Choosing the right real estate agent to sell your home
What most homeowners don’t know is that a great seller’s agent needs to have some qualities. This includes long time experience with recent markets, the ability to walk on a tight, thin rope and balance optimism with realism.
Finding a real estate agent is easy; it’s getting the right one for the job that really proves tricky. With a new breed of agents advertising themselves through online ads, yard signs, postcards and sponsored park benches, how do you cut through the hype and pick the best one?
If you are thinking of selling your home, a good real estate agent will market the property professionally, help you set the right price, qualify all potential buyers, negotiate expertly and close that deal as soon as possible. What most homeowners don’t know is that a great seller’s agent needs to have some qualities. This includes long time experience with recent markets, the ability to walk on a tight, thin rope and balance optimism with realism. Not to mention someone with diplomacy and a brutally honest personality. Remember, you’re paying the big bucks; you owe it to yourself to find the perfect match. Here are a few life-saving tips on choosing the right real estate agent to sell your home.
Round up some experienced prospects
Looking up prospective agents will require you to surf the web for real estate agent directories. Websites such as realtor.com, Zillow, and Trulia provide directories of realtors that service your local area. You could also ask your neighbors or family members for referrals, but there is no guarantee that it would result in the right realtor for you. What’s most important here is to limit your search to certain criteria. This includes searching for agents that specialize in your type of home and situation, i.e., condo, resort homes, luxury apartment, bungalows, country homes e.t.c.
Ask the right, tough questions
After rounding up your prospects, what you really want is a real estate agent who is both passionately and intimately familiar with your neighborhood. An agent with all the signs and ads in the world may not necessarily be the best choice. If you interview an agent with little constructive input about market price and condition, always be curious. Do they want to genuinely help you, or just put up a sign and reel in any buyer? Ask for a comparative market analysis and make sure your prospect knows more than enough about the neighborhood. Never fall for the agent who promises unbelievably high prices that sound unrealistic from the get go.

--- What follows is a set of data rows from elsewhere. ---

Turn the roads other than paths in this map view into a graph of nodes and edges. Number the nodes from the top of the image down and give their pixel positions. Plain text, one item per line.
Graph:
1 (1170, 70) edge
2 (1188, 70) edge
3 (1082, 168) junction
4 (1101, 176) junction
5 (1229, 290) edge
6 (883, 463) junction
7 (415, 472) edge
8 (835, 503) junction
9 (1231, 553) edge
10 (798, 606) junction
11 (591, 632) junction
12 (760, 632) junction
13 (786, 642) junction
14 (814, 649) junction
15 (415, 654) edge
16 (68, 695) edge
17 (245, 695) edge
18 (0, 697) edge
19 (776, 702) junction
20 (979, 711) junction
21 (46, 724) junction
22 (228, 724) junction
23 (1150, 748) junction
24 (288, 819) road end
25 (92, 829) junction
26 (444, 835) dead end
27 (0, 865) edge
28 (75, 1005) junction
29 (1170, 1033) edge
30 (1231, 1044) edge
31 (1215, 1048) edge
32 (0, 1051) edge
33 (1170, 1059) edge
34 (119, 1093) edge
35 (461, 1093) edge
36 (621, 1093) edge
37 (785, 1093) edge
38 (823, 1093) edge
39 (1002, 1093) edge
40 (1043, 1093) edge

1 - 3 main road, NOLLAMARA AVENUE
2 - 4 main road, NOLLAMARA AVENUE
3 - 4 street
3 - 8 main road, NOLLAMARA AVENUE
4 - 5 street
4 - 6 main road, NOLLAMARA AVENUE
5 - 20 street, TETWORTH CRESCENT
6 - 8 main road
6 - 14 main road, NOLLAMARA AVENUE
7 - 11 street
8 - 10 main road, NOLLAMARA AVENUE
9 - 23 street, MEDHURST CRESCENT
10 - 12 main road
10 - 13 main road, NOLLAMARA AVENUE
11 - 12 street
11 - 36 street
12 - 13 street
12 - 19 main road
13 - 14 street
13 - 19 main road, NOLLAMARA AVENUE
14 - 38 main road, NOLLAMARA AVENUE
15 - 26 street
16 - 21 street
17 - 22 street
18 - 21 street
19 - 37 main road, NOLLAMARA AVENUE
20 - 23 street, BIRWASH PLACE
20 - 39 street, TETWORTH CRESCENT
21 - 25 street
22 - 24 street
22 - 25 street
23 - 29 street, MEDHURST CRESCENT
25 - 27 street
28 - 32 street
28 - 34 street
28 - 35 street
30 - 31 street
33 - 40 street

Ensure your agent has admin support
Some of the best and most professional real estate agents have an entire team of specialists on their roster. This is why you need to employ an agent with at least one assistant or specialist. Today, selling your home involves more than just advertising; it requires nurturing and collecting quantifiable information of the buyers and sellers.
Sign the right contract on your terms
Before you sign anything, ask your agent how long they would like the listing contract to last. If the market is slow, then it’s only natural that the agent will demand a lengthy contract; typically 6 to 12 months. However, more high-end homes listing agents tend request 12 months on their listing contracts. This is just because the agent will not want to lose a listing after spending thousands of dollars on staging and marketing. So, make sure that the terms of the contract are favorable to you as well before you sign it.
While there are some selfish real estate agents that are only looking out for themselves, there are also plenty more that only want the best for their clients. It’s all about identifying who is looking out for your needs and who wants to just milk as much money as they can without offering any real help.
DISCLAIMER: This article expresses my own ideas and opinions. Any information I have shared are from sources that I believe to be reliable and accurate. I did not receive any financial compensation in writing this post, nor do I own any shares in any company I’ve mentioned. I encourage any reader to do their own diligent research first before making any investment decisions.